For much of human history, most of the world’s land was wilderness: forests, grasslands and shrubbery dominated its landscapes. Over the last few centuries, this has changed dramatically: wild habitats have been squeezed out by turning it into agricultural land.

If we rewind 1000 years, it is estimated that only 4 million square kilometers – less than 4% of the world’s ice-free and non-barren land area was used for farming.

In the visualization we see the breakdown of global land area today. 10% of the world is covered by glaciers, and a further 19% is barren land – deserts, dry salt flats, beaches, sand dunes, and exposed rocks. This leaves what we call ‘habitable land’. Half of all habitable land is used for agriculture.

This leaves only 37% for forests; 11% as shrubs and grasslands; 1% as freshwater coverage; and the remaining 1% – a much smaller share than many suspect – is built-up urban area which includes cities, towns, villages, roads and other human infrastructure.

There is also a highly unequal distribution of land use between livestock and crops for human consumption. If we combine pastures used for grazing with land used to grow crops for animal feed, livestock accounts for 77% of global farming land. While livestock takes up most of the world’s agricultural land it only produces 18% of the world’s calories and 37% of total protein.

The expansion of agriculture has been one of humanity’s largest impacts on the environment. It has transformed habitats and is one of the greatest pressures for biodiversity: of the 28,000 species evaluated to be threatened with extinction on the IUCN Red List, agriculture is listed as a threat for 24,000 of them. But we also know that we can reduce these impacts – both through dietary changes, by substituting some meat with plant-based alternatives and through technology advances. Crop yields have increased significantly in recent decades, meaning we have spared a lot of land from agricultural production: globally, to produce the same amount of crops as in 1961, we need only 30% of the farmland.

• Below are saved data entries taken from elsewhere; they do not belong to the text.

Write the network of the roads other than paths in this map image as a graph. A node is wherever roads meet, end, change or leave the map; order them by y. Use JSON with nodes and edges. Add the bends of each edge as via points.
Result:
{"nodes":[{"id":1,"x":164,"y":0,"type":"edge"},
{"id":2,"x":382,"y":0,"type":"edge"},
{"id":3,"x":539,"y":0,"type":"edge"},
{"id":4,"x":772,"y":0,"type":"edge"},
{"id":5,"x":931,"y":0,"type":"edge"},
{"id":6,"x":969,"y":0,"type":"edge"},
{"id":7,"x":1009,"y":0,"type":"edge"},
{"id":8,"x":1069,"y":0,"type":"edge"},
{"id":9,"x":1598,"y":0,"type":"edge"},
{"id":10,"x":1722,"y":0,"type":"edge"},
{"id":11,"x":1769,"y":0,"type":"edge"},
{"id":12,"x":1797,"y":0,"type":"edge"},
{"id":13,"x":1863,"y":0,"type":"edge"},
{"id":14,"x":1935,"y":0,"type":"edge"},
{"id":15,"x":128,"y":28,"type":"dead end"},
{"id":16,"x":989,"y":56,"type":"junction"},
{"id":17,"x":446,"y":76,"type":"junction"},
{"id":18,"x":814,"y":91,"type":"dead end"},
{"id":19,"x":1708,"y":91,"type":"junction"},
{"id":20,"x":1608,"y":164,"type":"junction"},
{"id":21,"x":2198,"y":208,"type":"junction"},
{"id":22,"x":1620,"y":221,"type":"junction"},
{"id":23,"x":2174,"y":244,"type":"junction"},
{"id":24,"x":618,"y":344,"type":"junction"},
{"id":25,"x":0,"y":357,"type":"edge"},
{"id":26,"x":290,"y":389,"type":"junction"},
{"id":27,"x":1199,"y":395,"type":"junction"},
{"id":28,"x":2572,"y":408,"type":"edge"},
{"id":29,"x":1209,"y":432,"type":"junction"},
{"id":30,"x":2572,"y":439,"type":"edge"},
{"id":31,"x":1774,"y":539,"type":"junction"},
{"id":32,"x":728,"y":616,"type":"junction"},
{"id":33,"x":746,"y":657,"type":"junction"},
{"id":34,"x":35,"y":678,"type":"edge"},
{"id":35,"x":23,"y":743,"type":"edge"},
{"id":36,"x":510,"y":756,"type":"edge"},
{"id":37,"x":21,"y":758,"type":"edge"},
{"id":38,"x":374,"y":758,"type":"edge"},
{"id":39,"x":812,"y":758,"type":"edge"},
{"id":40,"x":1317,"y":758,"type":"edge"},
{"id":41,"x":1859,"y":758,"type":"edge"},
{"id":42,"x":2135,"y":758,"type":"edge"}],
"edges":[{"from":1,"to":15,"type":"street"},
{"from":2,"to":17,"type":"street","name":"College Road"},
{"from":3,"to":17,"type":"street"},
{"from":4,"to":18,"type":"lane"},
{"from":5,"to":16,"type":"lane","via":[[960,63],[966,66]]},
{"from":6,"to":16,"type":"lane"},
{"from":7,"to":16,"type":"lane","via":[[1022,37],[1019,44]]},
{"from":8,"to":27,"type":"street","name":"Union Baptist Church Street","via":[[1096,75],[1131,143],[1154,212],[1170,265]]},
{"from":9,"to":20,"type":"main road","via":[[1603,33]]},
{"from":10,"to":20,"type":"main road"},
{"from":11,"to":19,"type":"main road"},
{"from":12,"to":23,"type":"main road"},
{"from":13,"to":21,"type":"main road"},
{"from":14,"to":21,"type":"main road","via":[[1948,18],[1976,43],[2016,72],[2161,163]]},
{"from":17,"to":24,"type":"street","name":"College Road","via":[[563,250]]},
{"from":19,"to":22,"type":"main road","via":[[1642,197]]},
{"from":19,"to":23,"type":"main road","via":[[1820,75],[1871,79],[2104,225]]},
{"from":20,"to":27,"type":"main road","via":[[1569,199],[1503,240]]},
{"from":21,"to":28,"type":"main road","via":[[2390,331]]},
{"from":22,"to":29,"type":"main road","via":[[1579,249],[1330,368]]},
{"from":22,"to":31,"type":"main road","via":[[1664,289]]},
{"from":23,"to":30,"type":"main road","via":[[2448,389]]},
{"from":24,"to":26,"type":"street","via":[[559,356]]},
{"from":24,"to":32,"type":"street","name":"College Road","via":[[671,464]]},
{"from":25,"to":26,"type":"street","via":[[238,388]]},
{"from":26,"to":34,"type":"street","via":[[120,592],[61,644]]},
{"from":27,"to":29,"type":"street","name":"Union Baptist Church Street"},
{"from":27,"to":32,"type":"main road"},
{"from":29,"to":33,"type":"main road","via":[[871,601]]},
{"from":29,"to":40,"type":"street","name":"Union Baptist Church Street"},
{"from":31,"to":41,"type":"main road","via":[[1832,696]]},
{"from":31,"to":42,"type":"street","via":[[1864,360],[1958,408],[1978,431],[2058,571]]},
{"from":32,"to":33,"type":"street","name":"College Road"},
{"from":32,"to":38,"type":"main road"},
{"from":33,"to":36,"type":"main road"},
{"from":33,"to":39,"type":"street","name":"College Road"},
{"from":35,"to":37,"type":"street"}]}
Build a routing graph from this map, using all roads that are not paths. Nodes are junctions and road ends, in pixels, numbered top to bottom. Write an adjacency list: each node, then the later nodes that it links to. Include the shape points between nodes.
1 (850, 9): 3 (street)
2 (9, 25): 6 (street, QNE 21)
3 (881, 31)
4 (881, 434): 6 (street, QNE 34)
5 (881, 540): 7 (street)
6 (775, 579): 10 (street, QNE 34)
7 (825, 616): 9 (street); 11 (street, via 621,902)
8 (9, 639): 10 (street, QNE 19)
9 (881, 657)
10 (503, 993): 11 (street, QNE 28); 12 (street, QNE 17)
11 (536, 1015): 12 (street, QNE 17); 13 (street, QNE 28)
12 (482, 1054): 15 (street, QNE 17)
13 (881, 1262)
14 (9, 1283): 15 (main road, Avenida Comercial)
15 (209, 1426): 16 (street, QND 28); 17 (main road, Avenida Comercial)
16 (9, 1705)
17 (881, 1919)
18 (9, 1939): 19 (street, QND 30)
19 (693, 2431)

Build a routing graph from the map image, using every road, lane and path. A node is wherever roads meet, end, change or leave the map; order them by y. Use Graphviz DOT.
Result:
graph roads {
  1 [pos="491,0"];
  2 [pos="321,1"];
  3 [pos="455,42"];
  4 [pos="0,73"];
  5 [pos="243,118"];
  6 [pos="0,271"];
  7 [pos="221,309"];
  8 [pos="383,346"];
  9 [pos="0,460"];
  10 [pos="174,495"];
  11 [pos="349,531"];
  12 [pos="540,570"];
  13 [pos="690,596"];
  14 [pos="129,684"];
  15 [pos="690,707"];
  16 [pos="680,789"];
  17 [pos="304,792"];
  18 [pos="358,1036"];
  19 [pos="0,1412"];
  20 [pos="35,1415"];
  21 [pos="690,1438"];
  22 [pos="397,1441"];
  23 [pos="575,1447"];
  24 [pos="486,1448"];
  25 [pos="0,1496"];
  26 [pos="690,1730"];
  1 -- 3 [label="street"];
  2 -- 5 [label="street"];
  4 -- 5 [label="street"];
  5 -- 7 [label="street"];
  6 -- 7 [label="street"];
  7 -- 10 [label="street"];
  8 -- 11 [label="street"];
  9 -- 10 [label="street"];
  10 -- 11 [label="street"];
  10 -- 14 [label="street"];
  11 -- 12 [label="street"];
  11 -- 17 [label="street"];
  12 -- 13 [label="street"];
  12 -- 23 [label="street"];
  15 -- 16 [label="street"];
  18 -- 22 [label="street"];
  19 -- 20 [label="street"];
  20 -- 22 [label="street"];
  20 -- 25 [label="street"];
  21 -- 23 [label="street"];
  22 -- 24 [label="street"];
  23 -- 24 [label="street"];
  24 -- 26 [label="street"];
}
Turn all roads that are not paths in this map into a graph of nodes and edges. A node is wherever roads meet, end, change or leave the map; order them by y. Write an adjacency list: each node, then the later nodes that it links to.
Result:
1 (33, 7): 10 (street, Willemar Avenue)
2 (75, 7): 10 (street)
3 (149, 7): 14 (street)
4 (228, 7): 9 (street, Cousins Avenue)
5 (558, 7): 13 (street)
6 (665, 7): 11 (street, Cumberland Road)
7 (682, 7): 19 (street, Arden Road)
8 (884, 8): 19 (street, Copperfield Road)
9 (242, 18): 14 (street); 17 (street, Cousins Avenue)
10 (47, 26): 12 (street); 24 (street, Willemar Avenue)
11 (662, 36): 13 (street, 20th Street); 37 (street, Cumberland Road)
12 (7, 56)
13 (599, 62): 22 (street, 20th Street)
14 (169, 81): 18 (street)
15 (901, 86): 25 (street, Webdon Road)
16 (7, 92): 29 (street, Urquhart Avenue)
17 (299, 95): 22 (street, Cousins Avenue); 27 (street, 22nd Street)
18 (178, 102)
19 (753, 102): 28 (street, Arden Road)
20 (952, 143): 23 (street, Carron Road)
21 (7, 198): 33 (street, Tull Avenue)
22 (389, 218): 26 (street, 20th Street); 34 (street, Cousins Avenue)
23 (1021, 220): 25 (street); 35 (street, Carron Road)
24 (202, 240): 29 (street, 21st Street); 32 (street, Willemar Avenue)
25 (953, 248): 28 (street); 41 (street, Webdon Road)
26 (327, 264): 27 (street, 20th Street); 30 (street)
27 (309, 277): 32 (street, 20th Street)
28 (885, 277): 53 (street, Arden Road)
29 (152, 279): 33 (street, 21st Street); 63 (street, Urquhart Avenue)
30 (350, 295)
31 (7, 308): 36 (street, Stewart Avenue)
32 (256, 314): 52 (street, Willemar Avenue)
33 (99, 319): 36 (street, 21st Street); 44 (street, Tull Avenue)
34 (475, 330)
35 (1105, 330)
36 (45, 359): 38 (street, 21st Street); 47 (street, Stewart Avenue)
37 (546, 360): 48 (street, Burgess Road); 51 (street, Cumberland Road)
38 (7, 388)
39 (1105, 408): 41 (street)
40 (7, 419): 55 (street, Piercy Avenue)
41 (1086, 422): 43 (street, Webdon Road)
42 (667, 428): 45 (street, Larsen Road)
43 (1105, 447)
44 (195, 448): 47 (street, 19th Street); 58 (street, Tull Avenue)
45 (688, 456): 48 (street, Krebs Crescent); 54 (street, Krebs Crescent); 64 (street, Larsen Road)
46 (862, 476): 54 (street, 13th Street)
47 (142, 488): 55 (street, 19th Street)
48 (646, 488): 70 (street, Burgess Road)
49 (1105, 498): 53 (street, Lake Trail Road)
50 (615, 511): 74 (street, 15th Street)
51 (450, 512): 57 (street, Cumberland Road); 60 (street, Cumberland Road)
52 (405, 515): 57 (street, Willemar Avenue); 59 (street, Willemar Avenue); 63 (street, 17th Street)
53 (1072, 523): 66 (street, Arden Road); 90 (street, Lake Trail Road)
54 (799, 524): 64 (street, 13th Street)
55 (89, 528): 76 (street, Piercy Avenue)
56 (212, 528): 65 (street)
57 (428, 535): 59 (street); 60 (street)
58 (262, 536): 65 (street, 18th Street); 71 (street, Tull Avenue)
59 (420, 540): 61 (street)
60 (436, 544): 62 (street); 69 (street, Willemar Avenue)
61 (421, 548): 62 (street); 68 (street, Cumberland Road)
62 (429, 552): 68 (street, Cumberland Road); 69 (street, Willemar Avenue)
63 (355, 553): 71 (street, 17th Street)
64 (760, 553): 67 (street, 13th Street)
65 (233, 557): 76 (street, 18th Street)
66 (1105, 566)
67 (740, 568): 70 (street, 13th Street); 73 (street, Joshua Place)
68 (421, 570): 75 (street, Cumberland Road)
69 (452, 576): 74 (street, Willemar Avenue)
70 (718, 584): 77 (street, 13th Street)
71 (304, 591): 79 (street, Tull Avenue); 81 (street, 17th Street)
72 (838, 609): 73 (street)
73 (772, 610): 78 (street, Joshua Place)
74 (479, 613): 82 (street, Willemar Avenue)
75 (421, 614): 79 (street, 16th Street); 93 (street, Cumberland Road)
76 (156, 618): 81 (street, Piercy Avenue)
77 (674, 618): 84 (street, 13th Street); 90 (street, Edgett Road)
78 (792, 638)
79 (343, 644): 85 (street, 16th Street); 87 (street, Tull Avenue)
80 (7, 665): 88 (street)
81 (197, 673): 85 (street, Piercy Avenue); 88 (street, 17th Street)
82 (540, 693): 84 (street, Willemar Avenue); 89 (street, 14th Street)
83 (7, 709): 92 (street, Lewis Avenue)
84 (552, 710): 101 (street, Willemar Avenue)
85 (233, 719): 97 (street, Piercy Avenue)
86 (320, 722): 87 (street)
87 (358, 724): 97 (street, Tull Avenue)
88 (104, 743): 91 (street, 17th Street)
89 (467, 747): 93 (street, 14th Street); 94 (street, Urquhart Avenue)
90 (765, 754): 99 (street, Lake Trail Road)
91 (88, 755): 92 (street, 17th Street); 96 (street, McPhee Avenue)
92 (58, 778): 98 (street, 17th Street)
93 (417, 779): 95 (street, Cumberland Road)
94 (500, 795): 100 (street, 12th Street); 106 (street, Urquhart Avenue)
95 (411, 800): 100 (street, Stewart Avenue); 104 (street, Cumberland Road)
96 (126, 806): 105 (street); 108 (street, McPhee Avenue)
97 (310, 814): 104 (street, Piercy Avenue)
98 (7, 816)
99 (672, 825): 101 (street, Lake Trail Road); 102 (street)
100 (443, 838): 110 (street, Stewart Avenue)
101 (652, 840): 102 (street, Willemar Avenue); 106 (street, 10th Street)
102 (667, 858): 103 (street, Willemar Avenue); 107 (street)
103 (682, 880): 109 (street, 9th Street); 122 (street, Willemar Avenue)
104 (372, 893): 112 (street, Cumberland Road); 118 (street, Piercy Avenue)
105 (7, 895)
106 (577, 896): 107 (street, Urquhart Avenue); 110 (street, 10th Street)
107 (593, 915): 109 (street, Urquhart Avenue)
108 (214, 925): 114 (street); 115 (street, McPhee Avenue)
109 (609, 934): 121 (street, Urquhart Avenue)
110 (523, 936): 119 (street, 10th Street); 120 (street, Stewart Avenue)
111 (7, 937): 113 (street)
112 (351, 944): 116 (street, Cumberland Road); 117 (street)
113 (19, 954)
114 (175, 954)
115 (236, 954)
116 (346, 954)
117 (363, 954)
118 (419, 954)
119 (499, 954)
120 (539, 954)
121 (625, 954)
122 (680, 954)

With solutions from both consumers and producers, we have an important opportunity to restore some of this farmland back to forests and natural habitats.

Image: Our World In Data

Footnotes

‘Barren land’ refers to land cover in which less than one-third of the area has vegetation or other cover; barren land typically has thin soil, sand or rocks and includes deserts, dry salt flats, beaches, sand dunes, and exposed rocks.

This data is sourced from the UN Food and Agriculture Organization. Other studies confirm this distribution of global land: in an analysis of how humans have transformed global land use in recent centuries, Ellis et al. (2010) found that by 2000, 55% of Earth’s ice-free (not simply habitable) land had been converted into cropland, pasture, and urban areas. This left only 45% as ‘natural’ or ‘semi-natural’ land.

Ellis, E. C., Klein Goldewijk, K., Siebert, S., Lightman, D., & Ramankutty, N. (2010). Anthropogenic transformation of the biomes, 1700 to 2000. Global Ecology and Biogeography, 19(5), 589-606.

The major uncertainties – and explanation for discrepancies – in these assessments is the allocation of ‘rangelands’: in some regions it can be difficult to accurately quantify how much of rangelands are used for grazing, and how much is free from human pressure. Despite this uncertainty, most analyses tend to converge on an estimate of close to half of habitable land being used for agriculture.

Poore, J., & Nemecek, T. (2018). Reducing food’s environmental impacts through producers and consumers. Science, 360(6392), 987-992.

The UN Food and Agriculture Organization (FAO) provide global statistics on crop and food production, supply chains, and food available for human consumption.

In 2013, the global average per capita energy availability from vegetal products was 2370 kilocalories per person per day, and 514kcal from animal products. Animal products therefore accounted for [514 / (514 + 2370) * 100] = 18% of the world’s calories.

The global average per capita protein availability from vegetal products was 49 grams per person per day, and 32g from animal products. Animal products therefore accounted for [32 / (32 + 49) * 100] = 39% of the world’s protein.

The figures given here are slightly lower for protein production (37% of the world total) because seafood from wild capture fisheries are not included (as they are not grown on terrestrial land).

The number of species evaluated and threatened with extinction on the IUCN Red List is available from their summary statistics found here. In 2019, 28,338 were listed as threatened with extinction. Species can be filtered by threat categories in the IUCN’s search function here. In 2019, 24,001 species were threatened by ‘agriculture and aquaculture’. Note that species can have multiple threats; this therefore does not mean agriculture was the only threat for such species.